When it comes to AI, Nvidia and Palantir are arguably among the most important players in the field.

This week, Palantir announced a new open-source AI engine -- based on Nvidia's Nemotron models -- to deliver secure, sovereign AI to U.S. government agencies. The pair highlighted the importance of open-source software to the development of the internet, which resulted from a collaboration between the Defense Advanced Research Projects Agency (DARPA) and four top-ranked universities.

In that spirit, the pair will adapt these open-source models for use in air-gapped environments -- ultra-secure computer systems not connected to the internet -- allowing government users to reap the rewards of AI while maintaining control over sensitive data. These Nemotron models will serve as the foundation for custom frontier models to support the U.S. government and its agencies. Running these models on agency-specific data can yield more data-driven insights, boosting productivity.

A pairing of AI titans

Nvidia's state-of-the-art graphics processing units (GPUs) are the gold standard for AI, controlling between 85% and 92% of the data center GPU market, where most AI processing occurs. The company's secret weapon is CUDA, a library of software tools that helps developers harness the raw, number-crunching power of GPUs for computationally intensive applications -- giving Nvidia a vast competitive advantage.

For its part, Palantir pioneered the concept of ontology, or overlaying an AI-centric dashboard across company information systems, allowing management to make data-driven decisions based on company-centric information in real time. Ontology sits at the heart of Palantir's wildly successful Artificial Intelligence Platform (AIP), which is behind the company's blistering growth.

Earlier this year, the companies announced the availability of a Palantir AI OS Reference Architecture (AIOS-RA) -- a turnkey AI datacenter for governments to develop their own internal AI capabilities. The system combined the blazing speed of Nvidia's Blackwell Ultra platform, Blackwell GPUs, and Spectrum-X Ethernet, along with the company's CUDA library and Nemotron models. The systems were integrated with Palantir's Foundry, Apollo, and AIP systems.

An AI winning streak

Both Nvidia and Palantir have capitalized on the growing demand for AI.

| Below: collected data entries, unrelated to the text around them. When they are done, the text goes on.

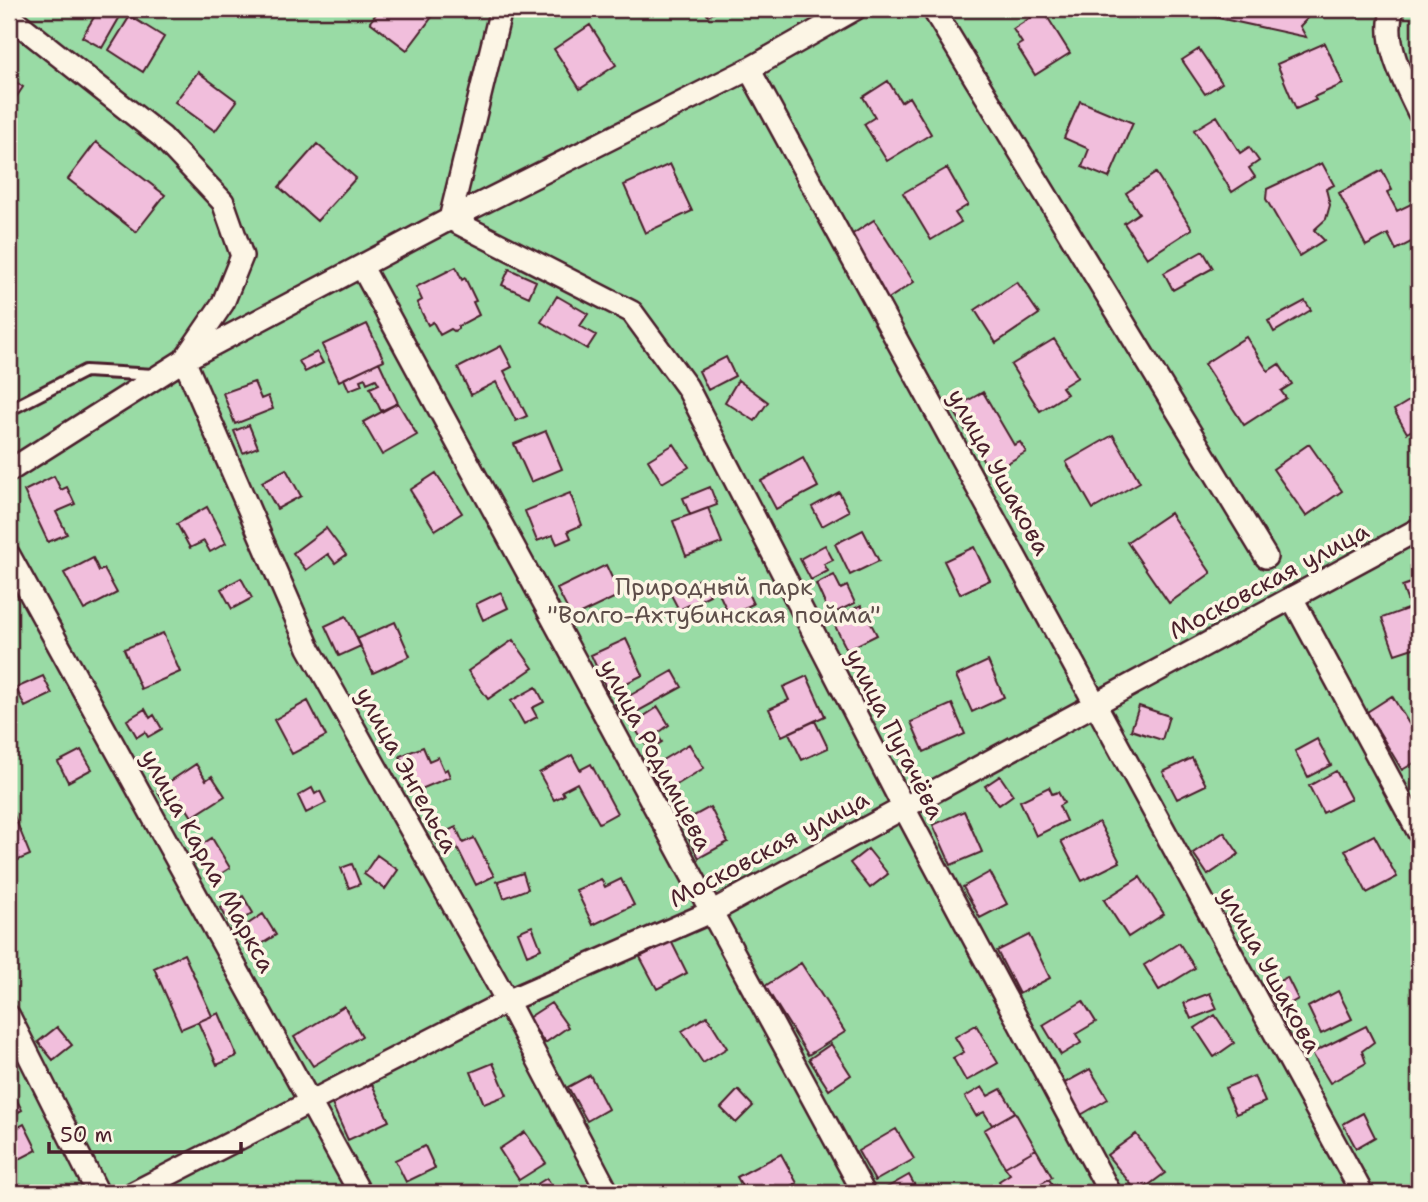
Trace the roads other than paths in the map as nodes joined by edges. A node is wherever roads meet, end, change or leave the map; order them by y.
1 (500, 9) edge
2 (855, 9) edge
3 (933, 9) edge
4 (1394, 9) edge
5 (9, 16) edge
6 (749, 69) junction
7 (1419, 113) edge
8 (450, 219) junction
9 (362, 267) junction
10 (184, 360) junction
11 (160, 375) junction
12 (9, 410) edge
13 (9, 471) edge
14 (1419, 529) edge
15 (9, 555) edge
16 (1266, 556) dead end
17 (1292, 598) junction
18 (1095, 704) junction
19 (904, 808) junction
20 (1419, 833) edge
21 (711, 912) junction
22 (507, 1001) junction
23 (9, 1016) edge
24 (310, 1102) junction
25 (98, 1193) edge
26 (133, 1193) edge
27 (360, 1193) edge
28 (608, 1193) edge
29 (864, 1193) edge
30 (1110, 1193) edge
31 (1362, 1193) edge

1 - 8 street
2 - 6 street
3 - 16 street
4 - 7 street
5 - 10 street
6 - 8 street
6 - 18 street, улица Ушакова
8 - 9 street
8 - 19 street, улица Пугачёва
9 - 10 street
9 - 21 street, улица Родимцева
10 - 11 street
10 - 22 street, улица Энгельса
11 - 12 lane
11 - 13 street
14 - 17 street, Московская улица
15 - 24 street, улица Карла Маркса
17 - 18 street, Московская улица
17 - 20 street
18 - 19 street, Московская улица
18 - 31 street, улица Ушакова
19 - 21 street, Московская улица
19 - 30 street, улица Пугачёва
21 - 22 street, Московская улица
21 - 29 street, улица Родимцева
22 - 24 street, Московская улица
22 - 28 street, улица Энгельса
23 - 25 street
24 - 26 street, Московская улица
24 - 27 street, улица Карла Маркса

In the first quarter, Palantir generated revenue of $1.63 billion, up 85% year over year, the company's highest-ever year-over-year growth rate and the 11th consecutive quarter of accelerating revenue growth. Its profitability was equally impressive, as adjusted earnings per share (EPS) of $0.33 surged 154%.

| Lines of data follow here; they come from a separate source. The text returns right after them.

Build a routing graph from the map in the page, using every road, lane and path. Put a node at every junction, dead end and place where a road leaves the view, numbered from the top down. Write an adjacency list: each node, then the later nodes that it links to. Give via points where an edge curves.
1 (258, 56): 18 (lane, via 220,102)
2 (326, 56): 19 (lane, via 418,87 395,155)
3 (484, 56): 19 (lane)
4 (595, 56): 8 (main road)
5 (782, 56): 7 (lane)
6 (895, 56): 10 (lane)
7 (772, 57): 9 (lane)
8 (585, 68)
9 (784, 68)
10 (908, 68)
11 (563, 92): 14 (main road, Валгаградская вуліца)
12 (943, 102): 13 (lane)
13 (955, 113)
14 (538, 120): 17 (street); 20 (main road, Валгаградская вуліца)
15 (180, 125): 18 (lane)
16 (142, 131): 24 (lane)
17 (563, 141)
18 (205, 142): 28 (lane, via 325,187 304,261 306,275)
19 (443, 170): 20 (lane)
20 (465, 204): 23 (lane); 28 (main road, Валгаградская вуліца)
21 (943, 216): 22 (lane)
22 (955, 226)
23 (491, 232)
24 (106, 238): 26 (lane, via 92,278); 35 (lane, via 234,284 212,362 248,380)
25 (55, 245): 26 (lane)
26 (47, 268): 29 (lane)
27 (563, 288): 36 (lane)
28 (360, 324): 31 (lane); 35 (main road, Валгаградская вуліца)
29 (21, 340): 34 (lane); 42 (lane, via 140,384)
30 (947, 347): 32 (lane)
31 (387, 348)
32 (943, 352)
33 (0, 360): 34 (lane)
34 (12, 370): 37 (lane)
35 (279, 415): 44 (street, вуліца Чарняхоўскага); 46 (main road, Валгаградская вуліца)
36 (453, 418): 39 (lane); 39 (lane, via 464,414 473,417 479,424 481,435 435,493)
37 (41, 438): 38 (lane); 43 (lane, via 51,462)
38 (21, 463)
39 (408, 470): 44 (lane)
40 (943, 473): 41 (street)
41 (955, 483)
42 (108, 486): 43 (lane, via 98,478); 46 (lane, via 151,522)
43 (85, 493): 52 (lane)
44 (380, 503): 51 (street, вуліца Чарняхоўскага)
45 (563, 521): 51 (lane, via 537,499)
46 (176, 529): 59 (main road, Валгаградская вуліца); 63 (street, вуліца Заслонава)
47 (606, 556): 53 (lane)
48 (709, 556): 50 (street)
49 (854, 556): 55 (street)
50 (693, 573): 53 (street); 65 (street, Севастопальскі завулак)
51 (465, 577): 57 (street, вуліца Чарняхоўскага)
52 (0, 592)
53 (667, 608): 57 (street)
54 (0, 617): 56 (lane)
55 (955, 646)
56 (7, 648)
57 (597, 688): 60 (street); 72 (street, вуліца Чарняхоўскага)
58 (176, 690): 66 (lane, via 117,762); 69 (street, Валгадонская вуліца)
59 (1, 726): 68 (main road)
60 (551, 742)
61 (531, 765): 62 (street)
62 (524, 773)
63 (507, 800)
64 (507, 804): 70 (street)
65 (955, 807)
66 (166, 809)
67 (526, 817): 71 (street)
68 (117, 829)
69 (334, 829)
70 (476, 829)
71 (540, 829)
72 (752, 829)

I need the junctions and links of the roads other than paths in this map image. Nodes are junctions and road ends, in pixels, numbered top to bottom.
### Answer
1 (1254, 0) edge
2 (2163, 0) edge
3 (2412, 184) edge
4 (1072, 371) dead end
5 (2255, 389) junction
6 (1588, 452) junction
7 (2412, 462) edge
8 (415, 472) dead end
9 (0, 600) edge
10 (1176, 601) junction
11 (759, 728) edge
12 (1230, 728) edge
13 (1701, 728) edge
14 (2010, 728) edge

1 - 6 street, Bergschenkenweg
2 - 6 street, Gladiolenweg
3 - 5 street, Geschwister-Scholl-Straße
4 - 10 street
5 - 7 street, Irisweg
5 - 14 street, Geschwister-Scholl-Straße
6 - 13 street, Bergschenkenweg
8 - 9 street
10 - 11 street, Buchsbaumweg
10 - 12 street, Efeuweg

Perhaps more telling, Palantir's remaining performance obligation (RPO) -- commonly called backlog -- surged 134% year over year to $4.45 billion. Moreover, its net dollar retention rose to 150%. Put another way, current customers are spending 50% more than this time last year. This is clearly a stock that is going places.

For its fiscal 2027 first quarter (ended April 26), Nvidia generated record revenue that surged 85% year over year to $81.6 billion, which drove adjusted earnings per share (EPS) that soared 140% to $1.87, marking the 14th consecutive quarter of sequential revenue growth.

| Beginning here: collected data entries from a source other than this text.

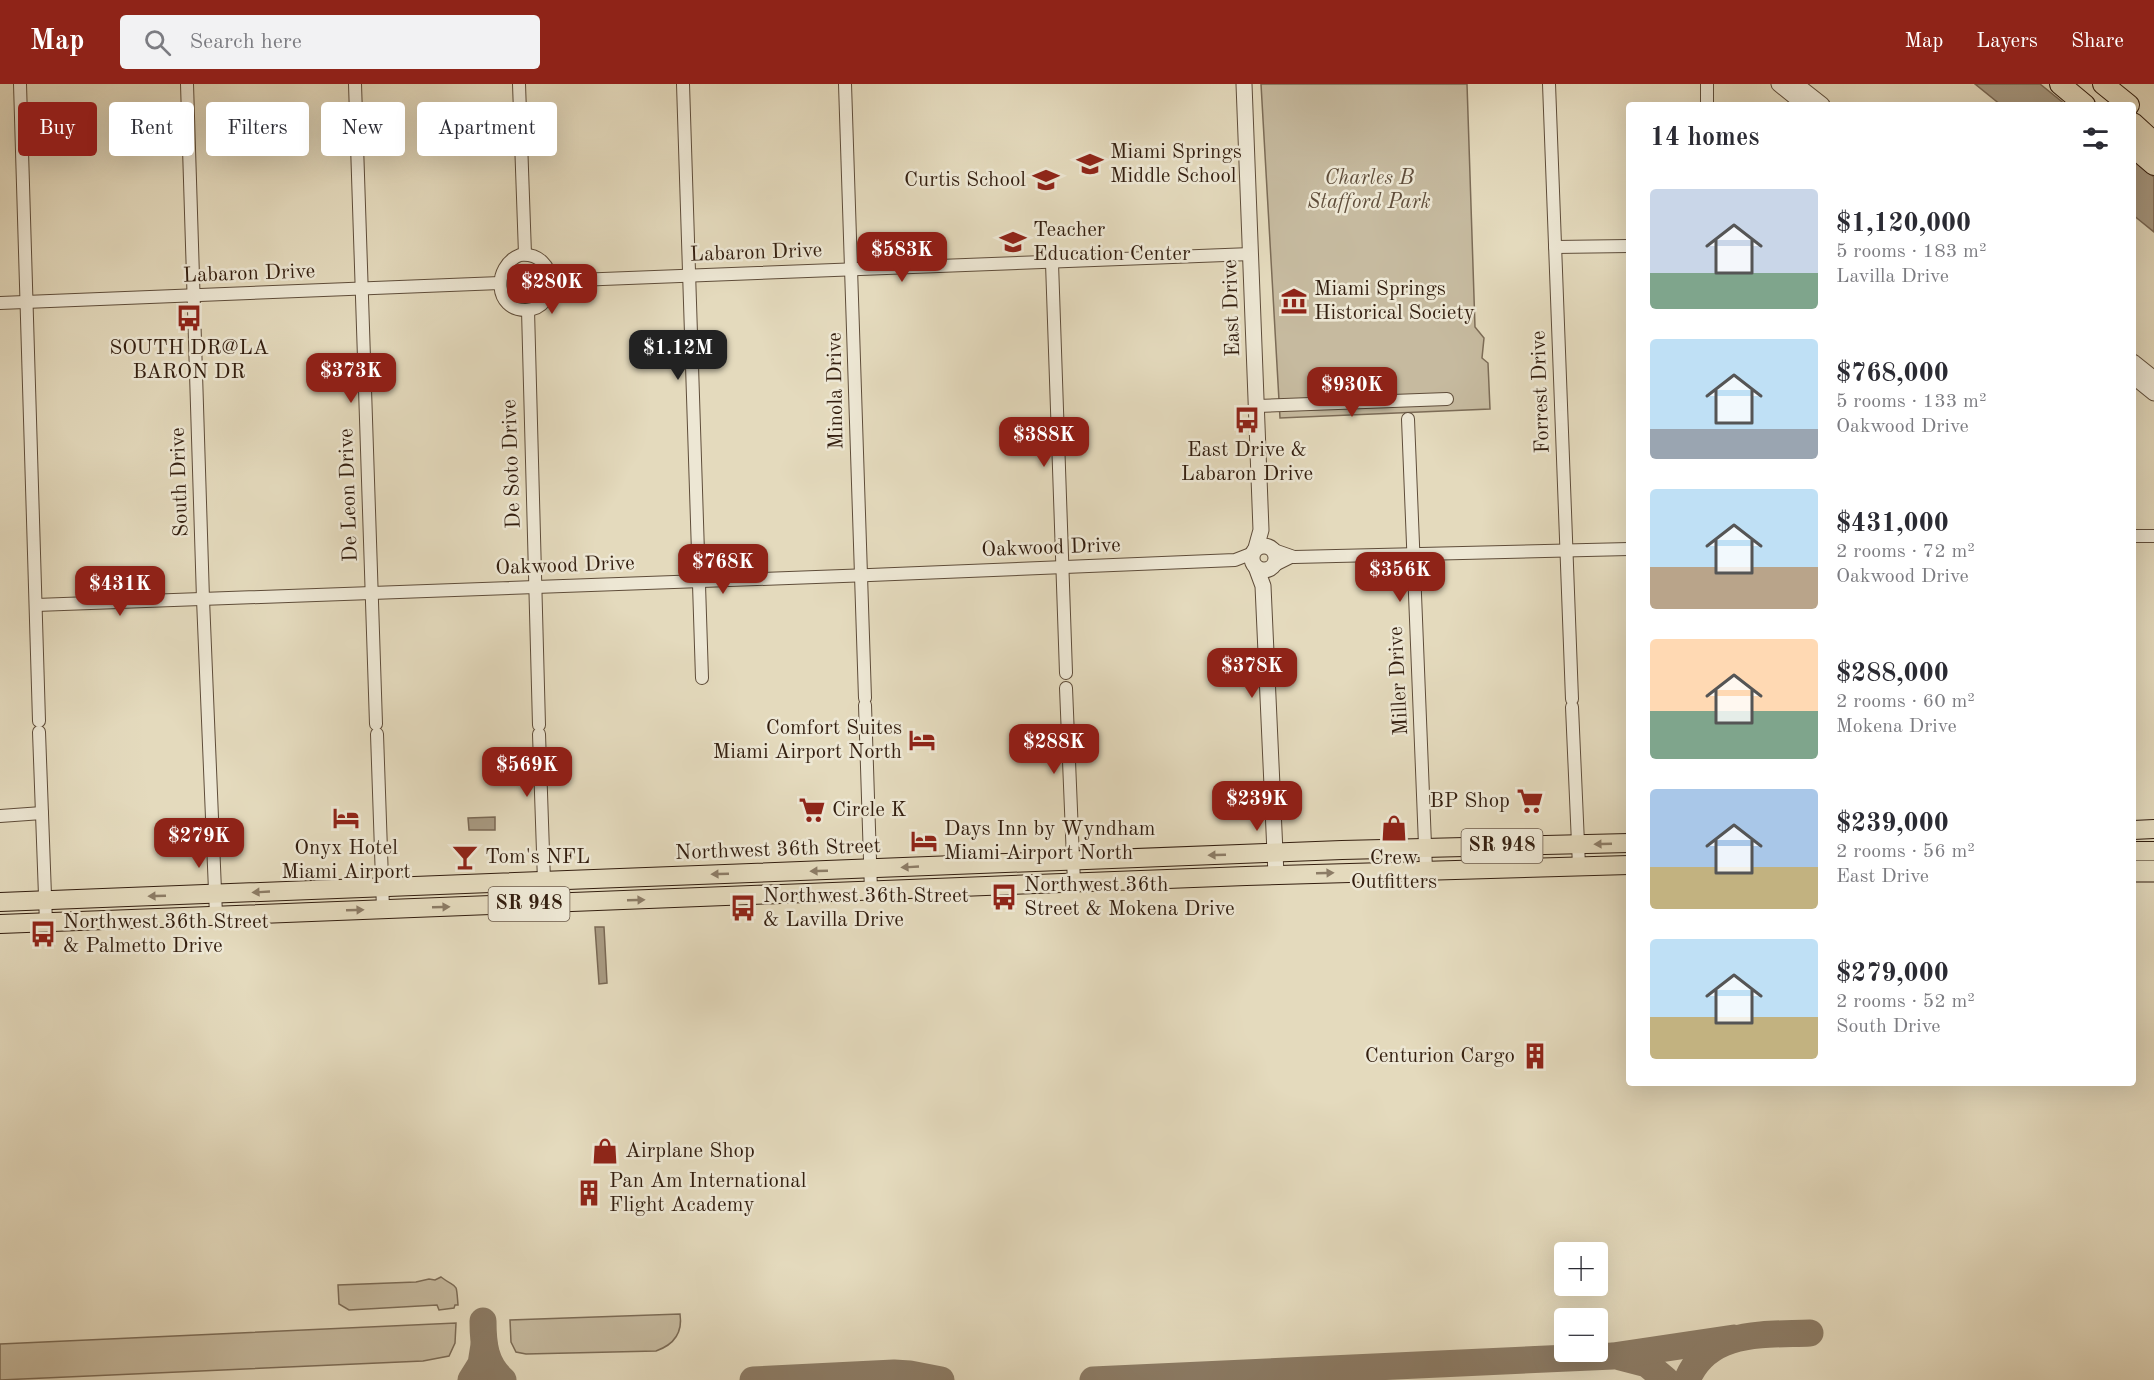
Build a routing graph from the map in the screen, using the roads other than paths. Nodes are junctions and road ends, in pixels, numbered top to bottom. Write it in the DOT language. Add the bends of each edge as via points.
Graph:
graph roads {
  1 [pos="20,84"];
  2 [pos="187,84"];
  3 [pos="355,84"];
  4 [pos="519,84"];
  5 [pos="684,84"];
  6 [pos="845,84"];
  7 [pos="1244,84"];
  8 [pos="1549,84"];
  9 [pos="1707,84"];
  10 [pos="1779,84"];
  11 [pos="1796,84"];
  12 [pos="2061,84"];
  13 [pos="2088,84"];
  14 [pos="2103,84"];
  15 [pos="1707,102"];
  16 [pos="1801,102"];
  17 [pos="1818,102"];
  18 [pos="2082,102"];
  19 [pos="2109,102"];
  20 [pos="2125,102"];
  21 [pos="2136,111"];
  22 [pos="2136,126"];
  23 [pos="2154,126"];
  24 [pos="2154,142"];
  25 [pos="2136,150"];
  26 [pos="2154,165"];
  27 [pos="1626,246"];
  28 [pos="1555,247"];
  29 [pos="525,254"];
  30 [pos="1251,254"];
  31 [pos="1052,263"];
  32 [pos="852,270"];
  33 [pos="690,275"];
  34 [pos="551,281"];
  35 [pos="500,283"];
  36 [pos="361,289"];
  37 [pos="194,295"];
  38 [pos="25,302"];
  39 [pos="0,303"];
  40 [pos="528,310"];
  41 [pos="2136,364"];
  42 [pos="2136,378"];
  43 [pos="2154,379"];
  44 [pos="2154,393"];
  45 [pos="1447,399"];
  46 [pos="1257,406"];
  47 [pos="1408,419"];
  48 [pos="2136,536"];
  49 [pos="2154,536"];
  50 [pos="1626,549"];
  51 [pos="1565,550"];
  52 [pos="1413,554"];
  53 [pos="1261,558"];
  54 [pos="1062,567"];
  55 [pos="860,576"];
  56 [pos="699,581"];
  57 [pos="535,588"];
  58 [pos="372,593"];
  59 [pos="203,599"];
  60 [pos="36,605"];
  61 [pos="1066,673"];
  62 [pos="702,678"];
  63 [pos="1066,688"];
  64 [pos="42,813"];
  65 [pos="0,816"];
  66 [pos="2154,829"];
  67 [pos="2136,830"];
  68 [pos="1626,843"];
  69 [pos="1578,844"];
  70 [pos="1425,848"];
  71 [pos="2136,851"];
  72 [pos="2154,851"];
  73 [pos="1275,853"];
  74 [pos="1073,861"];
  75 [pos="1626,865"];
  76 [pos="1579,866"];
  77 [pos="870,869"];
  78 [pos="1426,870"];
  79 [pos="2154,871"];
  80 [pos="2136,872"];
  81 [pos="1276,875"];
  82 [pos="673,876"];
  83 [pos="544,881"];
  84 [pos="1074,883"];
  85 [pos="382,888"];
  86 [pos="871,891"];
  87 [pos="215,894"];
  88 [pos="674,898"];
  89 [pos="45,900"];
  90 [pos="0,902"];
  91 [pos="487,906"];
  92 [pos="383,909"];
  93 [pos="216,915"];
  94 [pos="46,923"];
  95 [pos="0,924"];
  1 -- 38 [label="street"];
  2 -- 37 [label="street, South Drive"];
  3 -- 36 [label="street, De Leon Drive"];
  4 -- 29 [label="street"];
  5 -- 33 [label="street"];
  6 -- 32 [label="street, Minola Drive"];
  7 -- 30 [label="street, East Drive"];
  8 -- 28 [label="street, Forrest Drive"];
  9 -- 15 [label="street"];
  10 -- 16 [label="street"];
  11 -- 17 [label="street"];
  12 -- 18 [label="highway"];
  13 -- 19 [label="highway"];
  14 -- 20 [label="highway"];
  21 -- 23 [label="highway"];
  22 -- 24 [label="highway"];
  25 -- 26 [label="highway"];
  27 -- 28 [label="street"];
  28 -- 51 [label="street, Forrest Drive"];
  29 -- 34 [label="street" via="544,263"];
  29 -- 35 [label="street" via="506,264"];
  30 -- 31 [label="street, Labaron Drive"];
  30 -- 46 [label="street, East Drive"];
  31 -- 32 [label="street, Labaron Drive"];
  31 -- 54 [label="street"];
  32 -- 33 [label="street, Labaron Drive"];
  32 -- 55 [label="street, Minola Drive"];
  33 -- 34 [label="street, Labaron Drive"];
  33 -- 56 [label="street"];
  34 -- 40 [label="street" via="542,304"];
  35 -- 36 [label="street, Labaron Drive"];
  35 -- 40 [label="street" via="508,303"];
  36 -- 37 [label="street, Labaron Drive"];
  36 -- 58 [label="street, De Leon Drive"];
  37 -- 38 [label="street, Labaron Drive"];
  37 -- 59 [label="street, South Drive"];
  38 -- 39 [label="street, Labaron Drive"];
  38 -- 60 [label="street"];
  40 -- 57 [label="street, De Soto Drive"];
  41 -- 43 [label="street"];
  42 -- 44 [label="street"];
  45 -- 46 [label="street"];
  46 -- 53 [label="street, East Drive"];
  47 -- 52 [label="street, Miller Drive"];
  48 -- 49 [label="street"];
  50 -- 51 [label="street, Oakwood Drive"];
  51 -- 52 [label="street, Oakwood Drive"];
  51 -- 69 [label="street, Forrest Drive"];
  52 -- 53 [label="street, Oakwood Drive"];
  52 -- 70 [label="street, Miller Drive"];
  53 -- 54 [label="street, Oakwood Drive"];
  53 -- 73 [label="street, East Drive"];
  54 -- 55 [label="street, Oakwood Drive"];
  54 -- 61 [label="street"];
  55 -- 56 [label="street, Oakwood Drive"];
  55 -- 77 [label="street, Minola Drive"];
  56 -- 57 [label="street, Oakwood Drive"];
  56 -- 62 [label="street"];
  57 -- 58 [label="street, Oakwood Drive"];
  57 -- 83 [label="street, De Soto Drive"];
  58 -- 59 [label="street, Oakwood Drive"];
  58 -- 85 [label="street, De Leon Drive"];
  59 -- 60 [label="street, Oakwood Drive"];
  59 -- 87 [label="street, South Drive"];
  60 -- 64 [label="street"];
  63 -- 74 [label="street"];
  64 -- 65 [label="street"];
  64 -- 89 [label="street"];
  66 -- 67 [label="main road"];
  68 -- 69 [label="main road, Northwest 36th Street / SR 948, one-way"];
  69 -- 70 [label="main road, Northwest 36th Street / SR 948"];
  69 -- 76 [label="street, Forrest Drive"];
  70 -- 73 [label="main road, Northwest 36th Street / SR 948"];
  70 -- 78 [label="street, Miller Drive"];
  71 -- 72 [label="main road"];
  73 -- 74 [label="main road, Northwest 36th Street / SR 948, one-way"];
  73 -- 81 [label="street, East Drive"];
  74 -- 77 [label="main road, Northwest 36th Street / SR 948, one-way"];
  74 -- 84 [label="street"];
  75 -- 76 [label="main road, Northwest 36th Street / SR 948"];
  76 -- 78 [label="main road, Northwest 36th Street / SR 948"];
  77 -- 82 [label="main road, Northwest 36th Street / SR 948, one-way"];
  77 -- 86 [label="street, Minola Drive"];
  81 -- 78 [label="main road, Northwest 36th Street / SR 948, one-way"];
  79 -- 80 [label="highway"];
  81 -- 84 [label="main road, Northwest 36th Street / SR 948"];
  82 -- 83 [label="main road, Northwest 36th Street / SR 948"];
  82 -- 88 [label="main road"];
  83 -- 85 [label="main road, Northwest 36th Street / SR 948"];
  83 -- 91 [label="main road" via="536,893 502,896"];
  84 -- 86 [label="main road, Northwest 36th Street / SR 948"];
  85 -- 87 [label="main road, Northwest 36th Street / SR 948, one-way"];
  85 -- 92 [label="street, De Leon Drive"];
  86 -- 88 [label="main road, Northwest 36th Street / SR 948"];
  87 -- 89 [label="main road, Northwest 36th Street / SR 948, one-way"];
  87 -- 93 [label="street, South Drive"];
  91 -- 88 [label="main road, Northwest 36th Street / SR 948, one-way"];
  89 -- 90 [label="main road, Northwest 36th Street / SR 948"];
  89 -- 94 [label="street"];
  92 -- 91 [label="main road, Northwest 36th Street / SR 948, one-way"];
  93 -- 92 [label="main road, Northwest 36th Street / SR 948, one-way"];
  93 -- 94 [label="main road, Northwest 36th Street / SR 948"];
  94 -- 95 [label="main road, Northwest 36th Street / SR 948"];
}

Nvidia CEO Jensen Huang has stated that the company has "visibility" to $1 trillion in revenue from the company's Blackwell and Vera Rubin chips over the next couple of years.

Is the deal a game changer?

There are clear advantages to partnerships of this magnitude. First, they capitalize on both companies' individual strengths to their mutual benefit. Additionally, each expands its total market opportunity to its partner's customer base. Palantir has its finger on the pulse of enterprise and government AI demand, and Nvidia supplies the bleeding-edge processors needed to accelerate AI solutions.

Palantir is selling for 131 times earnings, compared to Nvidia's more reasonable multiple of 30. However, the price-to-earnings ratio isn't ideal for valuing high-growth stocks. Using the more appropriate price/earnings-to-growth (PEG) ratio returns a multiple of 0.45 for Palantir and 0.27 for Nvidia, when any number less than 1 is the standard for an undervalued stock. So they're both attractively priced.

It's certain these companies stand to benefit from the collaboration, particularly since Palantir and Nvidia are both at the top of their game. However, I wouldn't say the deal rises to the level of "game changer." I would say that both Nvidia and Palantir are worth a look, especially at these prices.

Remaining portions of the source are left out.